What you need to do:
Reproduce all entries word for word.
* * * * * * * * *
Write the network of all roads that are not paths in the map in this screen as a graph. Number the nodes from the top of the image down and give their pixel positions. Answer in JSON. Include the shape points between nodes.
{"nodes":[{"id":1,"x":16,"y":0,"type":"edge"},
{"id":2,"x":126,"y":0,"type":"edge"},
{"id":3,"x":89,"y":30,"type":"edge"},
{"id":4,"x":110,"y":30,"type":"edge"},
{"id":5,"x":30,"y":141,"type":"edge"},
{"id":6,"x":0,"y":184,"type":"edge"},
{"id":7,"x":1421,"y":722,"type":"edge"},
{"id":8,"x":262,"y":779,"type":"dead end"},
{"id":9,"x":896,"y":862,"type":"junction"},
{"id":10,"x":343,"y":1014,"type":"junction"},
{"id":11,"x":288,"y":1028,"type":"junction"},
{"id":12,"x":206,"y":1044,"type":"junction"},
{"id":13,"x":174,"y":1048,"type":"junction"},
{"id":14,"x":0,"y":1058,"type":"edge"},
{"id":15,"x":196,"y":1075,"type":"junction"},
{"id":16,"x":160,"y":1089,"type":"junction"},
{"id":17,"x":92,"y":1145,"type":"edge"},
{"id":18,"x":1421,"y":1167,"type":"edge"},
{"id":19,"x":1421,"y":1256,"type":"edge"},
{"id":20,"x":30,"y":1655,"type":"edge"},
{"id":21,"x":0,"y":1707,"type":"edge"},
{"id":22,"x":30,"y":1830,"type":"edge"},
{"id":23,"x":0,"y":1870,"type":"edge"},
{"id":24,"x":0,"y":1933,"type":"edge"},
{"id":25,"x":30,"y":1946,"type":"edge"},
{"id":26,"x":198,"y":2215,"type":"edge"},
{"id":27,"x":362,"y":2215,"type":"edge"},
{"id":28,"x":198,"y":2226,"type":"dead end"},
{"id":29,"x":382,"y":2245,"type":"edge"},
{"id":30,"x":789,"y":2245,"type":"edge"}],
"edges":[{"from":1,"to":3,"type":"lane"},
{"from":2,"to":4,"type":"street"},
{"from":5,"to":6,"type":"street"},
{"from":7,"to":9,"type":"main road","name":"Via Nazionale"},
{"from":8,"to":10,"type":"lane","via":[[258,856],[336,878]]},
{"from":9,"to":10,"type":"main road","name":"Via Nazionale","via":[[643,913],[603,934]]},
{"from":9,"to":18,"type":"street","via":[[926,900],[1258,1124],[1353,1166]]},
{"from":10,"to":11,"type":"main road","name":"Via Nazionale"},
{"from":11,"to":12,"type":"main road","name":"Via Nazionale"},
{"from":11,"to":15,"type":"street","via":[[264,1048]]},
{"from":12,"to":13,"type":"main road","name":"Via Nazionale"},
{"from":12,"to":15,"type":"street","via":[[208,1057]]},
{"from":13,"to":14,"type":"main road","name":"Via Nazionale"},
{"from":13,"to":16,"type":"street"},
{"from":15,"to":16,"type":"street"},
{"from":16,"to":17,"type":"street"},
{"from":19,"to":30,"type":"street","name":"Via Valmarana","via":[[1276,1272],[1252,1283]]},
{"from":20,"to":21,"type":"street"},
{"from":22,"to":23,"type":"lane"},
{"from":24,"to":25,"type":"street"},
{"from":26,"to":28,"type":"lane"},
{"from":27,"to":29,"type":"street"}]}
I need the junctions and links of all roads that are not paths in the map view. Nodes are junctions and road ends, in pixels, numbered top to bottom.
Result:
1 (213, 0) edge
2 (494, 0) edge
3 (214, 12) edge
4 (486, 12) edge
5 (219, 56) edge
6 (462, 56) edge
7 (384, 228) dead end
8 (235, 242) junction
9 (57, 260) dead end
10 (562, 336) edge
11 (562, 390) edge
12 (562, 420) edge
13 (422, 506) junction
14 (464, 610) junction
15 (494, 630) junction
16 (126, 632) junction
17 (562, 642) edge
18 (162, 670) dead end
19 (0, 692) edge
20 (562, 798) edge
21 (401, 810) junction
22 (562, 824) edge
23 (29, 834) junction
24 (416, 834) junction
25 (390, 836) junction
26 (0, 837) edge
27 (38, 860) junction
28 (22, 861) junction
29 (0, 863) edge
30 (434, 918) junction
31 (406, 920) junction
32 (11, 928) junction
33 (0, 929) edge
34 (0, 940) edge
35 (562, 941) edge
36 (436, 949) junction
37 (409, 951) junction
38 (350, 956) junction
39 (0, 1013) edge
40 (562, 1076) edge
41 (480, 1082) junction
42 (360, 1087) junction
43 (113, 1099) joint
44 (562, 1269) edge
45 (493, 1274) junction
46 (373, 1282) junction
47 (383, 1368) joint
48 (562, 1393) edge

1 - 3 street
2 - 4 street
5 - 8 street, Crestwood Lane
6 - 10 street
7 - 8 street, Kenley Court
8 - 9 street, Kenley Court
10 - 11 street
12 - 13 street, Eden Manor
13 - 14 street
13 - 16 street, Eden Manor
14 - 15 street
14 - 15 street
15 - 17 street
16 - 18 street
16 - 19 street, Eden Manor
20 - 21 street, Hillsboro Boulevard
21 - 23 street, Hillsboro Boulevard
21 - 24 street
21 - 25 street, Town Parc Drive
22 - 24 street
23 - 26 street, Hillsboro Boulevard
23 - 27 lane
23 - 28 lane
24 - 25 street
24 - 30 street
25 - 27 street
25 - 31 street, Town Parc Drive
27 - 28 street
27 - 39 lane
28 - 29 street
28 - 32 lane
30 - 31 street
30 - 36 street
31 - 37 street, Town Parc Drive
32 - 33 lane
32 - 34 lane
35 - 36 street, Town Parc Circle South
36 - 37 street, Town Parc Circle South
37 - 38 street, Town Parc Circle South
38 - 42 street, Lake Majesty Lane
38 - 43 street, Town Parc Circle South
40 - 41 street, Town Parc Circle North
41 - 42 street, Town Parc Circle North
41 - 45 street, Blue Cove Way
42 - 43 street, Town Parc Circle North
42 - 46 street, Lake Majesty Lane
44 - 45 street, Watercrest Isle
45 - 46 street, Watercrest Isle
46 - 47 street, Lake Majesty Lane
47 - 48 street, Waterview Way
* * * * * * * * *
Solved problem:
Write the network of all roads that are not paths in the map in this screen as a graph. Number the nodes from the top of the image down and give their pixel positions. Answer in JSON. Include the shape points between nodes.
{"nodes":[{"id":1,"x":16,"y":0,"type":"edge"},
{"id":2,"x":126,"y":0,"type":"edge"},
{"id":3,"x":89,"y":30,"type":"edge"},
{"id":4,"x":110,"y":30,"type":"edge"},
{"id":5,"x":30,"y":141,"type":"edge"},
{"id":6,"x":0,"y":184,"type":"edge"},
{"id":7,"x":1421,"y":722,"type":"edge"},
{"id":8,"x":262,"y":779,"type":"dead end"},
{"id":9,"x":896,"y":862,"type":"junction"},
{"id":10,"x":343,"y":1014,"type":"junction"},
{"id":11,"x":288,"y":1028,"type":"junction"},
{"id":12,"x":206,"y":1044,"type":"junction"},
{"id":13,"x":174,"y":1048,"type":"junction"},
{"id":14,"x":0,"y":1058,"type":"edge"},
{"id":15,"x":196,"y":1075,"type":"junction"},
{"id":16,"x":160,"y":1089,"type":"junction"},
{"id":17,"x":92,"y":1145,"type":"edge"},
{"id":18,"x":1421,"y":1167,"type":"edge"},
{"id":19,"x":1421,"y":1256,"type":"edge"},
{"id":20,"x":30,"y":1655,"type":"edge"},
{"id":21,"x":0,"y":1707,"type":"edge"},
{"id":22,"x":30,"y":1830,"type":"edge"},
{"id":23,"x":0,"y":1870,"type":"edge"},
{"id":24,"x":0,"y":1933,"type":"edge"},
{"id":25,"x":30,"y":1946,"type":"edge"},
{"id":26,"x":198,"y":2215,"type":"edge"},
{"id":27,"x":362,"y":2215,"type":"edge"},
{"id":28,"x":198,"y":2226,"type":"dead end"},
{"id":29,"x":382,"y":2245,"type":"edge"},
{"id":30,"x":789,"y":2245,"type":"edge"}],
"edges":[{"from":1,"to":3,"type":"lane"},
{"from":2,"to":4,"type":"street"},
{"from":5,"to":6,"type":"street"},
{"from":7,"to":9,"type":"main road","name":"Via Nazionale"},
{"from":8,"to":10,"type":"lane","via":[[258,856],[336,878]]},
{"from":9,"to":10,"type":"main road","name":"Via Nazionale","via":[[643,913],[603,934]]},
{"from":9,"to":18,"type":"street","via":[[926,900],[1258,1124],[1353,1166]]},
{"from":10,"to":11,"type":"main road","name":"Via Nazionale"},
{"from":11,"to":12,"type":"main road","name":"Via Nazionale"},
{"from":11,"to":15,"type":"street","via":[[264,1048]]},
{"from":12,"to":13,"type":"main road","name":"Via Nazionale"},
{"from":12,"to":15,"type":"street","via":[[208,1057]]},
{"from":13,"to":14,"type":"main road","name":"Via Nazionale"},
{"from":13,"to":16,"type":"street"},
{"from":15,"to":16,"type":"street"},
{"from":16,"to":17,"type":"street"},
{"from":19,"to":30,"type":"street","name":"Via Valmarana","via":[[1276,1272],[1252,1283]]},
{"from":20,"to":21,"type":"street"},
{"from":22,"to":23,"type":"lane"},
{"from":24,"to":25,"type":"street"},
{"from":26,"to":28,"type":"lane"},
{"from":27,"to":29,"type":"street"}]}
I need the junctions and links of all roads that are not paths in the map view. Nodes are junctions and road ends, in pixels, numbered top to bottom.
Result:
1 (213, 0) edge
2 (494, 0) edge
3 (214, 12) edge
4 (486, 12) edge
5 (219, 56) edge
6 (462, 56) edge
7 (384, 228) dead end
8 (235, 242) junction
9 (57, 260) dead end
10 (562, 336) edge
11 (562, 390) edge
12 (562, 420) edge
13 (422, 506) junction
14 (464, 610) junction
15 (494, 630) junction
16 (126, 632) junction
17 (562, 642) edge
18 (162, 670) dead end
19 (0, 692) edge
20 (562, 798) edge
21 (401, 810) junction
22 (562, 824) edge
23 (29, 834) junction
24 (416, 834) junction
25 (390, 836) junction
26 (0, 837) edge
27 (38, 860) junction
28 (22, 861) junction
29 (0, 863) edge
30 (434, 918) junction
31 (406, 920) junction
32 (11, 928) junction
33 (0, 929) edge
34 (0, 940) edge
35 (562, 941) edge
36 (436, 949) junction
37 (409, 951) junction
38 (350, 956) junction
39 (0, 1013) edge
40 (562, 1076) edge
41 (480, 1082) junction
42 (360, 1087) junction
43 (113, 1099) joint
44 (562, 1269) edge
45 (493, 1274) junction
46 (373, 1282) junction
47 (383, 1368) joint
48 (562, 1393) edge

1 - 3 street
2 - 4 street
5 - 8 street, Crestwood Lane
6 - 10 street
7 - 8 street, Kenley Court
8 - 9 street, Kenley Court
10 - 11 street
12 - 13 street, Eden Manor
13 - 14 street
13 - 16 street, Eden Manor
14 - 15 street
14 - 15 street
15 - 17 street
16 - 18 street
16 - 19 street, Eden Manor
20 - 21 street, Hillsboro Boulevard
21 - 23 street, Hillsboro Boulevard
21 - 24 street
21 - 25 street, Town Parc Drive
22 - 24 street
23 - 26 street, Hillsboro Boulevard
23 - 27 lane
23 - 28 lane
24 - 25 street
24 - 30 street
25 - 27 street
25 - 31 street, Town Parc Drive
27 - 28 street
27 - 39 lane
28 - 29 street
28 - 32 lane
30 - 31 street
30 - 36 street
31 - 37 street, Town Parc Drive
32 - 33 lane
32 - 34 lane
35 - 36 street, Town Parc Circle South
36 - 37 street, Town Parc Circle South
37 - 38 street, Town Parc Circle South
38 - 42 street, Lake Majesty Lane
38 - 43 street, Town Parc Circle South
40 - 41 street, Town Parc Circle North
41 - 42 street, Town Parc Circle North
41 - 45 street, Blue Cove Way
42 - 43 street, Town Parc Circle North
42 - 46 street, Lake Majesty Lane
44 - 45 street, Watercrest Isle
45 - 46 street, Watercrest Isle
46 - 47 street, Lake Majesty Lane
47 - 48 street, Waterview Way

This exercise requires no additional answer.